COUP-TFII regulates metastasis of colorectal adenocarcinoma cells by modulating Snail1.

Bao Y, Gu D, Feng W, Sun X, Wang X, Zhang X, Shi Q, Cui G, Yu H, Tang C, Deng A - Br. J. Cancer (2014)

Bottom Line: Overexpression of COUP-TFII was required for cancer cells to metastasise in vivo.Chicken ovalbumin upstream promoter-transcription factor II regulated the transcription and expression of Snail1 by directly targeting the Snail1 promoter and regulated associated genes.Chicken ovalbumin upstream promoter-transcription factor II was found to be a biomarker associated with patient survival and colorectal cancer metastasis.

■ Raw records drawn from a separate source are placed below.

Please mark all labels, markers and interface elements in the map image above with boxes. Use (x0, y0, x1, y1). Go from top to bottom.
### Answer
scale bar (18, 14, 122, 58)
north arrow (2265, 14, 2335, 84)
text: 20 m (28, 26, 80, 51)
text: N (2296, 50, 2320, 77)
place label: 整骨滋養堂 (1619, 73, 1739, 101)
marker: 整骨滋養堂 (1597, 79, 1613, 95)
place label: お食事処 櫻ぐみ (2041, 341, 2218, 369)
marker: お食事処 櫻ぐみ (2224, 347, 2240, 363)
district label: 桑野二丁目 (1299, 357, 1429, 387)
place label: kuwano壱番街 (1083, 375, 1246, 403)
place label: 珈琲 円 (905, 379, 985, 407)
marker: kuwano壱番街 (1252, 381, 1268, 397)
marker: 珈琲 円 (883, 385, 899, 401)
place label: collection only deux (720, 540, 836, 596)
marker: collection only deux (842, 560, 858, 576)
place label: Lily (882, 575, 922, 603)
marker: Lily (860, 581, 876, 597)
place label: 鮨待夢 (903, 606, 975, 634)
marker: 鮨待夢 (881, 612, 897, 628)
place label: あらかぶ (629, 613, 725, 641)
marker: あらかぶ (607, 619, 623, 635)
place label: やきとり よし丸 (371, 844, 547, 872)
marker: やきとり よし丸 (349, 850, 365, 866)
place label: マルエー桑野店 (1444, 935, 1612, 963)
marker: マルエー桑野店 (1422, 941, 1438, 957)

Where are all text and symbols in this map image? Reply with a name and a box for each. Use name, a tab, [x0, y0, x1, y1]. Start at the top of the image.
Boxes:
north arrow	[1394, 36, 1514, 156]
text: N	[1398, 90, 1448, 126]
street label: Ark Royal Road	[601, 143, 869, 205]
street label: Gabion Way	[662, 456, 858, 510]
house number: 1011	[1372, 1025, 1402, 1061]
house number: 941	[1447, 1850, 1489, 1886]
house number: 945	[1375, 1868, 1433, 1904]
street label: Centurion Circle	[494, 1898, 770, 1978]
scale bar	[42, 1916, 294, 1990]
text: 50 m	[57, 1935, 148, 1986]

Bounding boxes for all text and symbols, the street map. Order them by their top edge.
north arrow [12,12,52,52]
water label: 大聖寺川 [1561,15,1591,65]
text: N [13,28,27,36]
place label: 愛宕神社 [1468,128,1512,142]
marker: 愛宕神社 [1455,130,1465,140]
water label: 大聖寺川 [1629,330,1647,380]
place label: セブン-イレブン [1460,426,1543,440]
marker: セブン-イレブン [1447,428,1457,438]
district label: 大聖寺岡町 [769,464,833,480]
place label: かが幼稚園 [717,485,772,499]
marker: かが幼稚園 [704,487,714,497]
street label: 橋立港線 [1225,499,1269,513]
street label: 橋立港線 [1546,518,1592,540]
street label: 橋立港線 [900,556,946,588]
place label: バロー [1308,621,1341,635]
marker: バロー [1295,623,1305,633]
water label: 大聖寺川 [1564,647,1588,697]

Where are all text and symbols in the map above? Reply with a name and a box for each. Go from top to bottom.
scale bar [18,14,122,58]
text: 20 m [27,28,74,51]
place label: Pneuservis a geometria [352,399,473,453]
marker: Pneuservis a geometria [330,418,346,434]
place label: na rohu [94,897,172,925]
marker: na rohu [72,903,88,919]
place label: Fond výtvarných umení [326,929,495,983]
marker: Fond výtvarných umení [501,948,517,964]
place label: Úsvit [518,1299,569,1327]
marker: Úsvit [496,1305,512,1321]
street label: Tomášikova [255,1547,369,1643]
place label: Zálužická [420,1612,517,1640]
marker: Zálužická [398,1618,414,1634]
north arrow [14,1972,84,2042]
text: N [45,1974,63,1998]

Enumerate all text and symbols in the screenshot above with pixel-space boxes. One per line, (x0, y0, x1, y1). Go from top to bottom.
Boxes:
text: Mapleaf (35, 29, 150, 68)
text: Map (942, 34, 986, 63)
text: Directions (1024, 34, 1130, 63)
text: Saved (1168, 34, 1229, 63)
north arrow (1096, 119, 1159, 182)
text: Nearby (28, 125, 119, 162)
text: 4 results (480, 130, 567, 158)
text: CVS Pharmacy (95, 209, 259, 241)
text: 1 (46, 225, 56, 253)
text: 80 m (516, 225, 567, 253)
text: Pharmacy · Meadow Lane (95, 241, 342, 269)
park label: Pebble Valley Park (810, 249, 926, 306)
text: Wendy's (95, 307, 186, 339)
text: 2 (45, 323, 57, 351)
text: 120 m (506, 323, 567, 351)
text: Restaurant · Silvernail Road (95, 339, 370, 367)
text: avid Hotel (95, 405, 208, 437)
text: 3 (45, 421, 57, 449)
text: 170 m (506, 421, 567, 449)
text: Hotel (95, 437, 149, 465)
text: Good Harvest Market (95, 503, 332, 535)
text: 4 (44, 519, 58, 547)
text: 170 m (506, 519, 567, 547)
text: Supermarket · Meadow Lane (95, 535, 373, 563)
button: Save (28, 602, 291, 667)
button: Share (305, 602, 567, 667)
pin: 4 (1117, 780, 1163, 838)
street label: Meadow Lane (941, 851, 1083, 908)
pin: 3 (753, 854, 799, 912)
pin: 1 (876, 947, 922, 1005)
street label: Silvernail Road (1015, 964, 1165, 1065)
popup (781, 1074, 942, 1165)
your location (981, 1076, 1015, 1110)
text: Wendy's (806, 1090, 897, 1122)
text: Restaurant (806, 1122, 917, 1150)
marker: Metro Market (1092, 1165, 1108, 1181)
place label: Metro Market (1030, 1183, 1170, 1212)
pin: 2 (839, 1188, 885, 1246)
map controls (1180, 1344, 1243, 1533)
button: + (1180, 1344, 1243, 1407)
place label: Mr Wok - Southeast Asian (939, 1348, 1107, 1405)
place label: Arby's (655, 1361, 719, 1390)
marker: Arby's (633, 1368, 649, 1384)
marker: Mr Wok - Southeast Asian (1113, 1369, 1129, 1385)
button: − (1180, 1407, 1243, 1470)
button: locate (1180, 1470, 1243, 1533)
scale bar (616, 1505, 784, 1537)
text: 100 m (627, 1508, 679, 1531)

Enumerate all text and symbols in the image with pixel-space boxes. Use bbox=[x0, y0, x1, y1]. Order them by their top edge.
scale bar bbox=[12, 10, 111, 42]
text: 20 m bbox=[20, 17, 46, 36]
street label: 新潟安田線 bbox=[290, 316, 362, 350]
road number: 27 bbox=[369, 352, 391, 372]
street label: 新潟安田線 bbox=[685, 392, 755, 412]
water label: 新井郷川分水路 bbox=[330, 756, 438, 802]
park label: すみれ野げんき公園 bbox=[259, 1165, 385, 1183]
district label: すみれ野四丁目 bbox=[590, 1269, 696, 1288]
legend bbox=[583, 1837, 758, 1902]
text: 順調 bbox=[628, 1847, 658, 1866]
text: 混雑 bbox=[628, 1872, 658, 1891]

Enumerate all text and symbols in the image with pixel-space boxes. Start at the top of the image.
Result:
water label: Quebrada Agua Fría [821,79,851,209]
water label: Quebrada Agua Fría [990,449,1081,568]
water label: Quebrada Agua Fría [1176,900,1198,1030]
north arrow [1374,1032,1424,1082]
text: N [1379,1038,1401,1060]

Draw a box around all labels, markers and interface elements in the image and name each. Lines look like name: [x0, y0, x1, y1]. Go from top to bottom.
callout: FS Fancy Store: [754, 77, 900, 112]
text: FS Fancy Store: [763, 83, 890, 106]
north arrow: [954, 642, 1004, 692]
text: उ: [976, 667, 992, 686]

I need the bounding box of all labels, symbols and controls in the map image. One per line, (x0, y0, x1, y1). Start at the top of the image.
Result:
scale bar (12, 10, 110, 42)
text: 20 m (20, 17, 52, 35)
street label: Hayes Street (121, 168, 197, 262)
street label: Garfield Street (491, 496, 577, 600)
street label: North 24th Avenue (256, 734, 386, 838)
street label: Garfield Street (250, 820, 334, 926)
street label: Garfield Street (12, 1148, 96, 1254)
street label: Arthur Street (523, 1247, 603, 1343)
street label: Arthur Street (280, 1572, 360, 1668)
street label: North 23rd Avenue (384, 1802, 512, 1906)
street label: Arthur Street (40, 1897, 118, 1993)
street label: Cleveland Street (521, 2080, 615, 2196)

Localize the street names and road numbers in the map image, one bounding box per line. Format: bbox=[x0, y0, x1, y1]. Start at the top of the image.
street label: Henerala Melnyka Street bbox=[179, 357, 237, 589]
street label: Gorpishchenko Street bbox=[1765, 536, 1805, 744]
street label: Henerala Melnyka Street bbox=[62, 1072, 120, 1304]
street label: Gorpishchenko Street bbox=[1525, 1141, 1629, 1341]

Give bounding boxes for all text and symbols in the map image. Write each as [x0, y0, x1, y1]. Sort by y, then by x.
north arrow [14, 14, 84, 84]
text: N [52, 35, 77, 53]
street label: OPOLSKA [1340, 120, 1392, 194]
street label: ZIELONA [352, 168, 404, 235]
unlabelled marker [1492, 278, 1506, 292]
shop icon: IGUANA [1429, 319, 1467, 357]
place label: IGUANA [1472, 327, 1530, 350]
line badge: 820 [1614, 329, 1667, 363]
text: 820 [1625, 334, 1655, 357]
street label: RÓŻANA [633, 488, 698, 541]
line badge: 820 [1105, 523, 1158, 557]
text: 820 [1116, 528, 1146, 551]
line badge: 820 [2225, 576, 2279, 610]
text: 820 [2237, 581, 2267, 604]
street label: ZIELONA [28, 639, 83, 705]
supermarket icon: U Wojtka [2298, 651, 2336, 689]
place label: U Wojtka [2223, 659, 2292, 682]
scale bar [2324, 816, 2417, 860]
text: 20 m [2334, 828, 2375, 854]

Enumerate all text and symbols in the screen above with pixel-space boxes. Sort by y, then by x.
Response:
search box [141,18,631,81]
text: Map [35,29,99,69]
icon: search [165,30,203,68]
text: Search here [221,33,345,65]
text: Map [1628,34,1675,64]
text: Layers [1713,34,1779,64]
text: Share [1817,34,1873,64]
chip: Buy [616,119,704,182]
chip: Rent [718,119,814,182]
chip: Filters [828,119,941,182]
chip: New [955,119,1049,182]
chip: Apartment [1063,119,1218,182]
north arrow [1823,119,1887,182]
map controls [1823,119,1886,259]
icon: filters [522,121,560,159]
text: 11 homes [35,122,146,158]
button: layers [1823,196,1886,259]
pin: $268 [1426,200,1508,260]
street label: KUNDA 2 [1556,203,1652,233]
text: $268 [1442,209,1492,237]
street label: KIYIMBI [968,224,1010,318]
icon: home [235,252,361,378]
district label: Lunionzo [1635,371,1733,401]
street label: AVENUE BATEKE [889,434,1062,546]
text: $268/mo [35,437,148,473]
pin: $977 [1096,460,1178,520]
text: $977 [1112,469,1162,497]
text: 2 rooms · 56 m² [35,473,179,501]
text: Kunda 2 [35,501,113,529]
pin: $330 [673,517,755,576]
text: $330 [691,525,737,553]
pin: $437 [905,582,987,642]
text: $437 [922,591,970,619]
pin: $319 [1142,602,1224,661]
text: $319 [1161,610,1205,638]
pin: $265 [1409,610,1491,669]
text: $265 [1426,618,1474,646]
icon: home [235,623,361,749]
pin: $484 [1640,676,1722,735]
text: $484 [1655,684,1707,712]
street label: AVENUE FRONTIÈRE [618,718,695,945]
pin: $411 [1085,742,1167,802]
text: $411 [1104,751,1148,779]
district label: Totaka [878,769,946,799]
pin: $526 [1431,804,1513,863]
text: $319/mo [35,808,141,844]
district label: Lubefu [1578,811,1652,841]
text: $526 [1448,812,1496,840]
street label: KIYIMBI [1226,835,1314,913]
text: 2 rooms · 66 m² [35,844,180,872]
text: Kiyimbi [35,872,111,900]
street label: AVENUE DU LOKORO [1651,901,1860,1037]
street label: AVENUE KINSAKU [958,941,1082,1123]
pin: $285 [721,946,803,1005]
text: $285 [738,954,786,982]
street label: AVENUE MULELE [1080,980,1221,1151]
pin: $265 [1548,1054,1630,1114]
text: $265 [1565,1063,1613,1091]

View Article: PubMed Central - PubMed

Affiliation: First Affiliated Hospital, Huzhou Teachers College, the First People's Hospital of Huzhou, Huzhou 313000, China.

ABSTRACT

Background: Chicken ovalbumin upstream promoter-transcription factor II (COUP-TFII, also known as NR2F2) promotes metastasis by functioning in the tumour microenvironment; however, the role of COUP-TFII in colorectal cancer remains unknown.

Methods: Human colon adenocarcinoma tissues were collected to test COUP-TFII expression. Wound-healing and cell invasion assay were used to evaluate migration and invasion of cells. Chicken ovalbumin upstream promoter-transcription factor II and related protein expression was assessed by immunostaining, immunoblotting and real-time PCR assay. Tamoxifen-inducible COUP-TFII knockout mice were employed to test COUP-TFII functions on colon cancer metastasis in vivo.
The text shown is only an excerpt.